Il apporte une première preuve de Nedarim (37a) où il est dit qu’un enseignant pour enfant (instituteur) peut se faire payer bien qu’il enseigne la Torah, car la paie vient en contrepartie de la garde des enfants ou encore parce qu’il leur enseigne les Teamim.
Rav Sternbuch demande : pourquoi n’a-t-on pas dit « parce qu’il leur enseigne l’alphabet » ? c’est bien la preuve que pour l’enseignement de l’alphabet aussi il est interdit de se faire payer car c’est du Limoud Hatorah. (et donc cela nécessite Brakha).

Ce n’est pas convaincant du tout.
Tout d’abord on pourrait dire que la Gmara ne voulait pas restreindre le Heiter au cas où l’enseignement portait sur l’alphabet (ce qui impliquerait uniquement les très jeunes enfants). (lui-même repousse sa preuve d’une manière similaire.)

Ensuite il semble bien que cet apprentissage ne se faisait pas forcément à l’école mais avant, à la maison, puisqu’on leur enseignait l’alphabet, selon le Rama (Y’’D §245, 8), dès l’âge de 3 ans, or on ne les envoyait pas à l’école avant (5 ou) 6 ans (Ktouvot 50a).

Donc il n’y a rien à prouver du fait que la Gmara de Nedarim n’ait pas proposé cette justification pour le salaire du Moré.

Et justement, le fait que la Gmara ait parlé de l’enseignement des Teamim prouve bien que nous parlons d’enfants qui apprennent les Psoukim !

De plus, la gmara se demande comment il peut se faire payer pour l'enseignement de la Torah, c'est donc qu'il enseigne une matière qui est considérée Torah, sauf qu'en PARALLELE de cela, il rend un autre service (celui de garder les enfants ou de leur enseigner les Teamim) et on dit que le paiement se rapporte à l'autre partie qui vient EN PLUS de l'enseignement de Torah.

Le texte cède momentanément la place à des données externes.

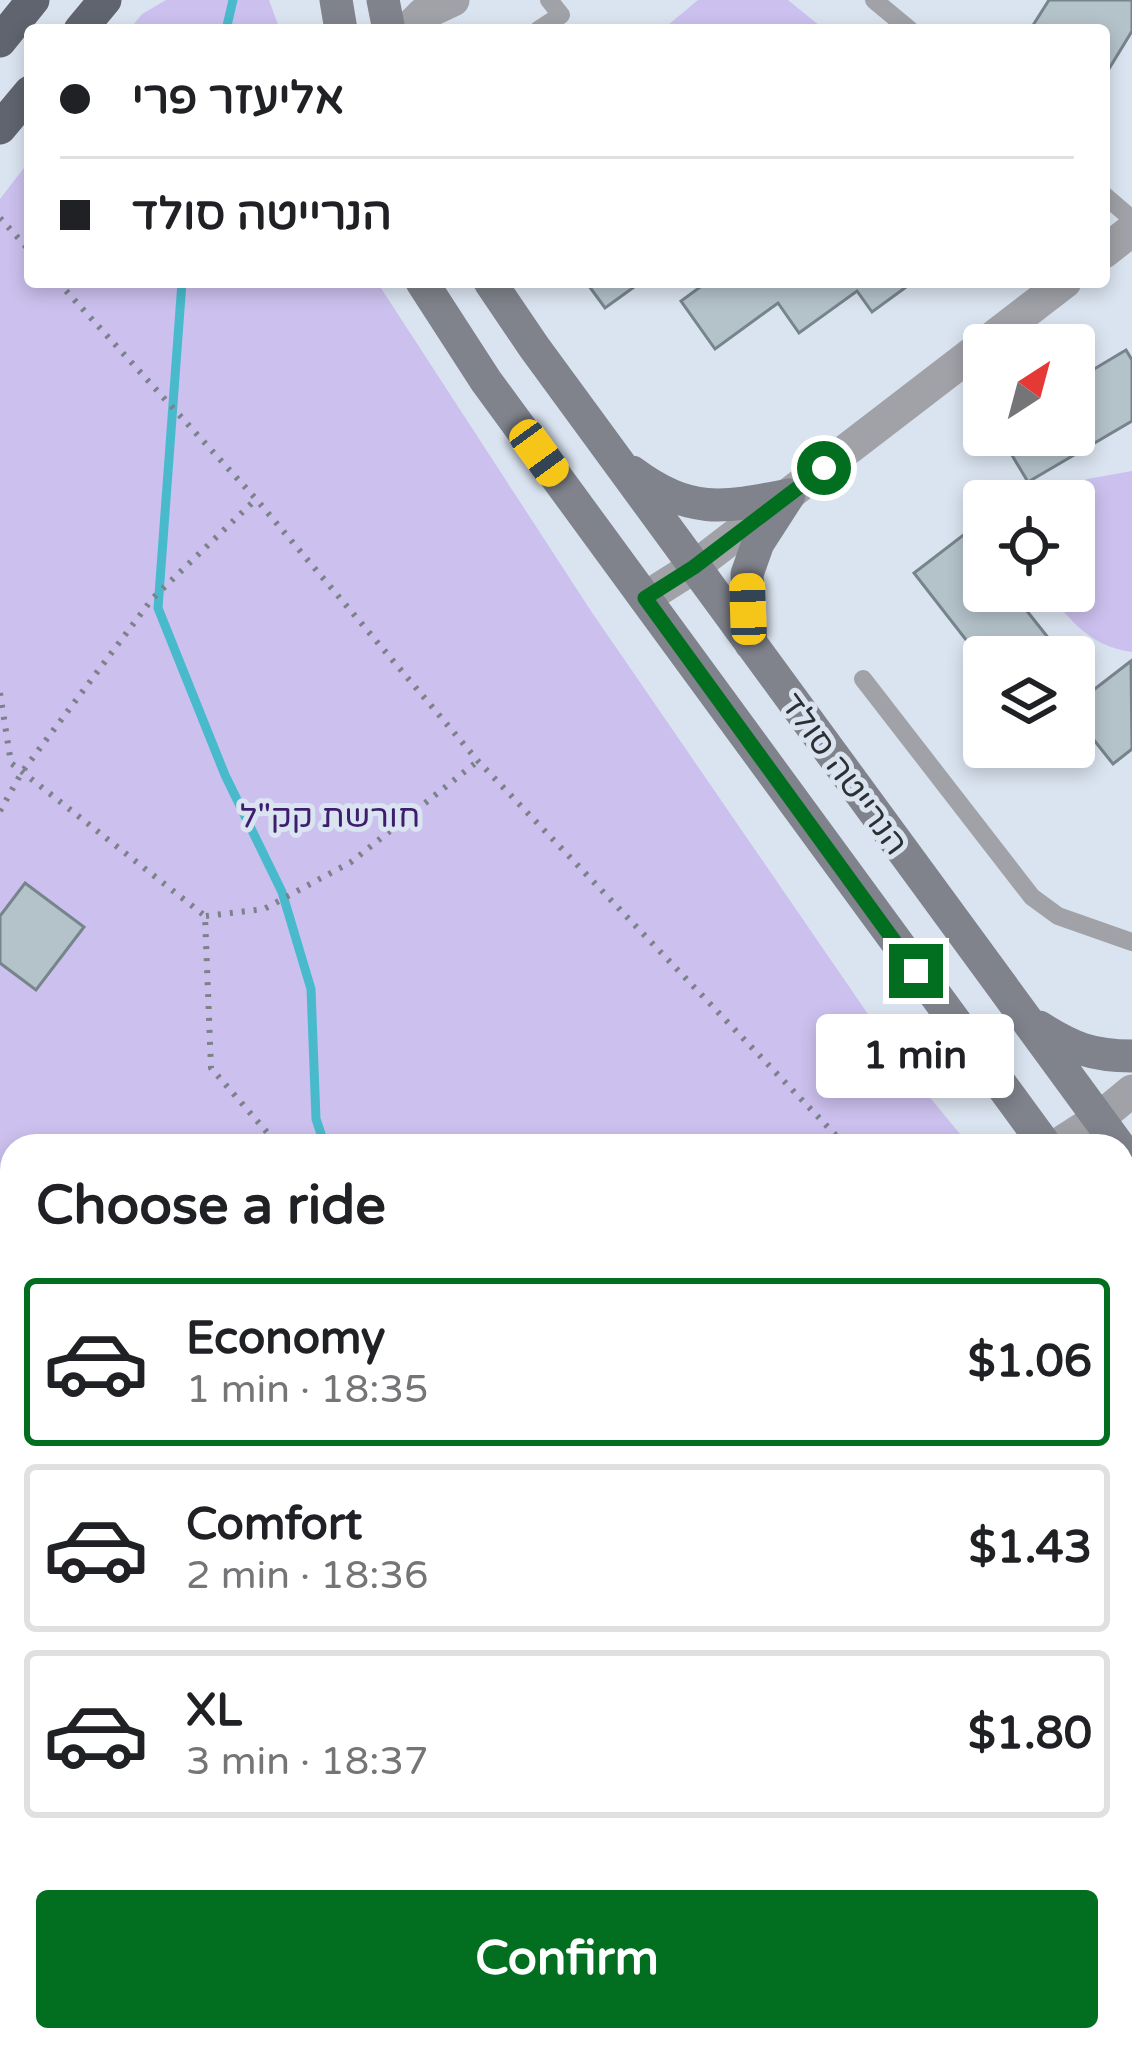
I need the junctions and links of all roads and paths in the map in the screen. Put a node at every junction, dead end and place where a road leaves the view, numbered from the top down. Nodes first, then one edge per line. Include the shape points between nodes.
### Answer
1 (33, 0) edge
2 (105, 0) edge
3 (453, 0) edge
4 (549, 0) edge
5 (874, 0) edge
6 (85, 24) edge
7 (413, 24) edge
8 (548, 24) edge
9 (903, 24) edge
10 (0, 40) edge
11 (24, 99) edge
12 (0, 128) edge
13 (0, 218) edge
14 (24, 244) edge
15 (63, 288) edge
16 (426, 288) edge
17 (494, 288) edge
18 (1057, 288) edge
19 (617, 460) junction
20 (789, 494) junction
21 (256, 499) junction
22 (694, 567) junction
23 (645, 598) junction
24 (751, 645) junction
25 (863, 680) dead end
26 (0, 693) edge
27 (478, 761) junction
28 (22, 772) junction
29 (0, 811) edge
30 (206, 916) junction
31 (1132, 942) edge
32 (1024, 1018) junction
33 (1132, 1056) edge
34 (1132, 1091) edge
35 (269, 1134) edge
36 (835, 1134) edge
37 (1037, 1134) edge
38 (1110, 1134) edge
39 (1115, 1134) edge

1 - 10 highway
2 - 6 highway
3 - 7 street
4 - 8 lane via 561,16
5 - 9 lane
11 - 12 highway
13 - 14 path
15 - 21 path
16 - 23 main road, הנרייטה סולד
17 - 19 main road, הנרייטה סולד
18 - 20 street
19 - 20 main road via 685,501 725,507
19 - 22 main road, הנרייטה סולד
20 - 22 street
20 - 24 main road via 747,574
21 - 27 path
21 - 28 path via 152,599
22 - 23 street
22 - 24 main road, הנרייטה סולד
23 - 37 main road, הנרייטה סולד
24 - 32 main road, הנרייטה סולד
25 - 31 lane via 1032,897 1058,916
26 - 28 path via 11,763
27 - 30 path via 351,862 264,909
27 - 36 path
28 - 29 path
28 - 30 path
30 - 35 path via 211,1068
32 - 33 main road via 1072,1048
32 - 38 main road, הנרייטה סולד
34 - 39 street

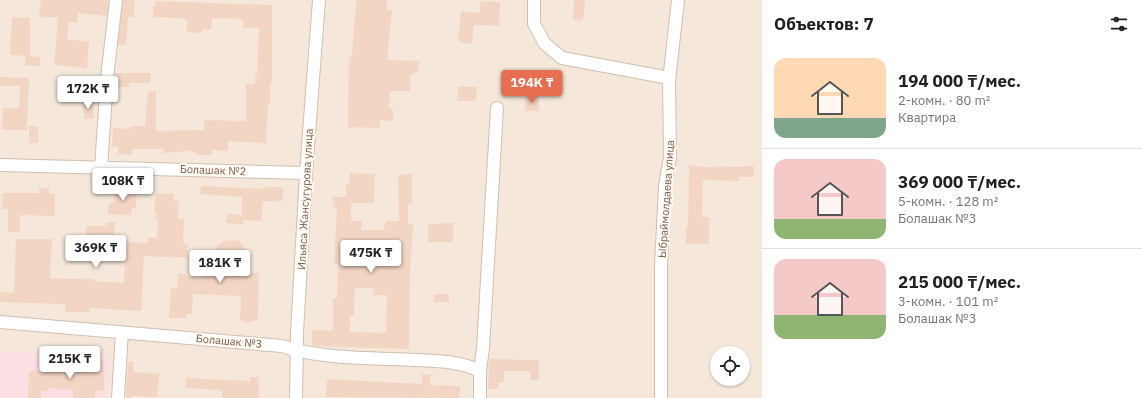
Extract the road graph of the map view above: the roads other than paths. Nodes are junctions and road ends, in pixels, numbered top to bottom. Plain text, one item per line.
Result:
1 (116, 0) edge
2 (319, 0) edge
3 (534, 0) edge
4 (678, 0) edge
5 (669, 81) junction
6 (497, 108) dead end
7 (0, 165) edge
8 (101, 168) junction
9 (306, 173) junction
10 (0, 322) edge
11 (122, 332) junction
12 (298, 352) junction
13 (480, 370) junction
14 (118, 398) edge
15 (296, 398) edge
16 (480, 398) edge
17 (661, 398) edge

1 - 8 street
2 - 9 street, Ильяса Жансугурова улица
3 - 5 street
4 - 5 street, Ыбраймолдаева улица
5 - 17 street, Ыбраймолдаева улица
6 - 13 street
7 - 8 street, Болашак №2
8 - 9 street, Болашак №2
9 - 12 street, Ильяса Жансугурова улица
10 - 11 street, Болашак №3
11 - 12 street, Болашак №3
11 - 14 street
12 - 13 street, Болашак №3
12 - 15 street, Ильяса Жансугурова улица
13 - 16 street

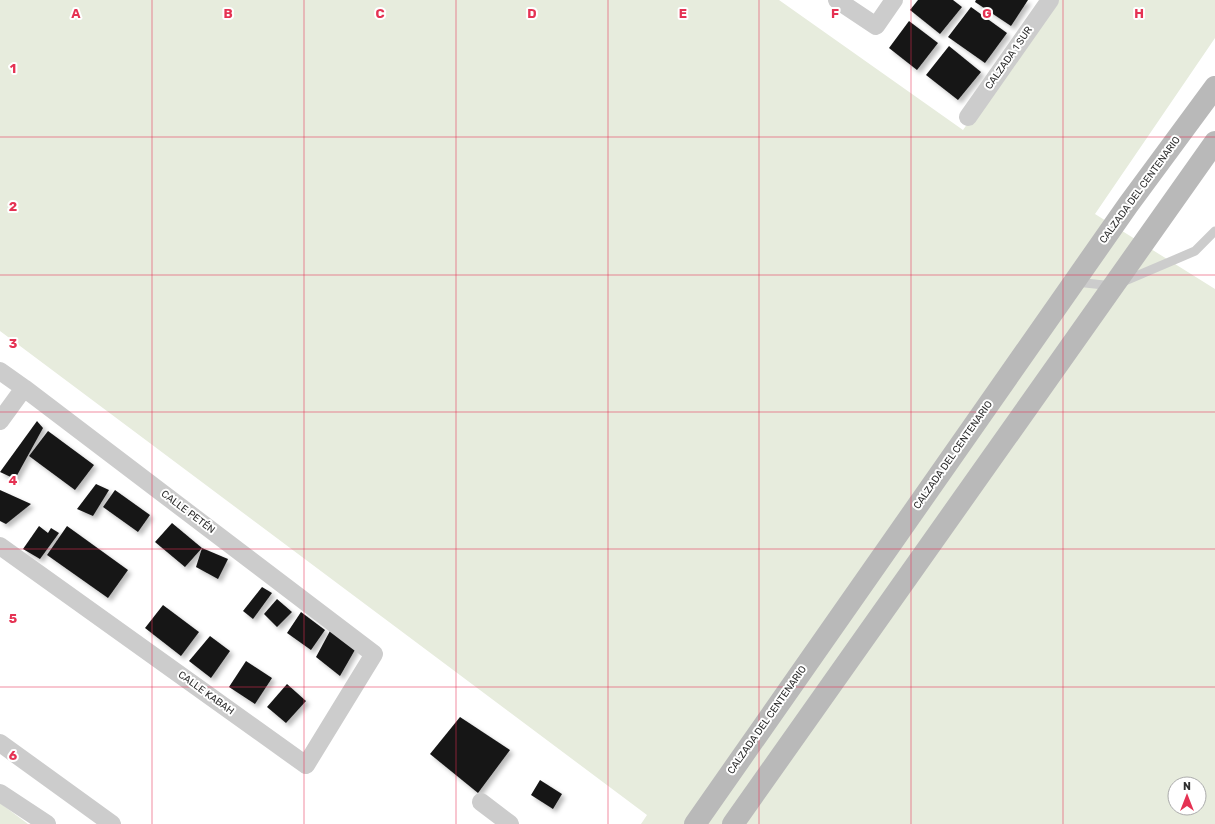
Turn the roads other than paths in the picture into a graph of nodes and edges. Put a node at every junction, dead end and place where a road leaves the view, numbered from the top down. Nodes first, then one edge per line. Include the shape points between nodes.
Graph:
1 (837, 0) edge
2 (894, 0) edge
3 (1050, 0) edge
4 (1215, 87) edge
5 (968, 116) dead end
6 (1215, 142) edge
7 (1215, 231) edge
8 (1075, 282) junction
9 (1113, 286) junction
10 (0, 371) edge
11 (24, 388) junction
12 (0, 421) edge
13 (0, 546) edge
14 (374, 654) joint
15 (782, 699) junction
16 (808, 719) junction
17 (0, 743) edge
18 (0, 792) edge
19 (481, 802) dead end
20 (47, 824) edge
21 (112, 824) edge
22 (510, 824) edge
23 (695, 824) edge
24 (733, 824) edge

1 - 2 street via 876,26
3 - 5 street, CALZADA 1 SUR
4 - 8 main road, CALZADA DEL CENTENARIO
6 - 9 main road
7 - 9 lane via 1195,251
8 - 9 lane
8 - 15 main road, CALZADA DEL CENTENARIO
9 - 16 main road
10 - 11 street, CALLE PETÉN
11 - 12 street
11 - 14 street, CALLE PETÉN
13 - 14 street, CALLE KABAH via 306,765
15 - 16 main road
15 - 23 main road, CALZADA DEL CENTENARIO
16 - 24 main road
17 - 21 street
18 - 20 street
19 - 22 street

Or, si l'on dit, comme Rav Sternbuch le propose, qu'il s'agit de l'enseignement de l'alpahabet, cet enseignement ne peut pas s'additionner à l'enseignement des Psoukim (puisqu'ils ne savent pas encore lire), il s'agirait donc de dire qu'il ne leur enseigne QUE l'alphabet, et si c'est le cas et que ce n'est pas considéré du Limoud hatorah, la Gmara ne répondrait pas à la question qui l'intéressait puisqu'il n'y aurait aucun paiement pour un service rendu EN PARALLELE du Limoud Torah.

(Dit autrement, ça serait comme si la Gmara demandait comment un enseignant se fait payer pour l'enseignement de la Torah, et qu'elle répondait: il enseigne la géographie et pas la Torah! Dans ce cas, nous sommes contents pour lui, mais ça ne répond pas à la question. Il faut répondre à comment se fait-on payer lorsqu'on enseigne la Torah!)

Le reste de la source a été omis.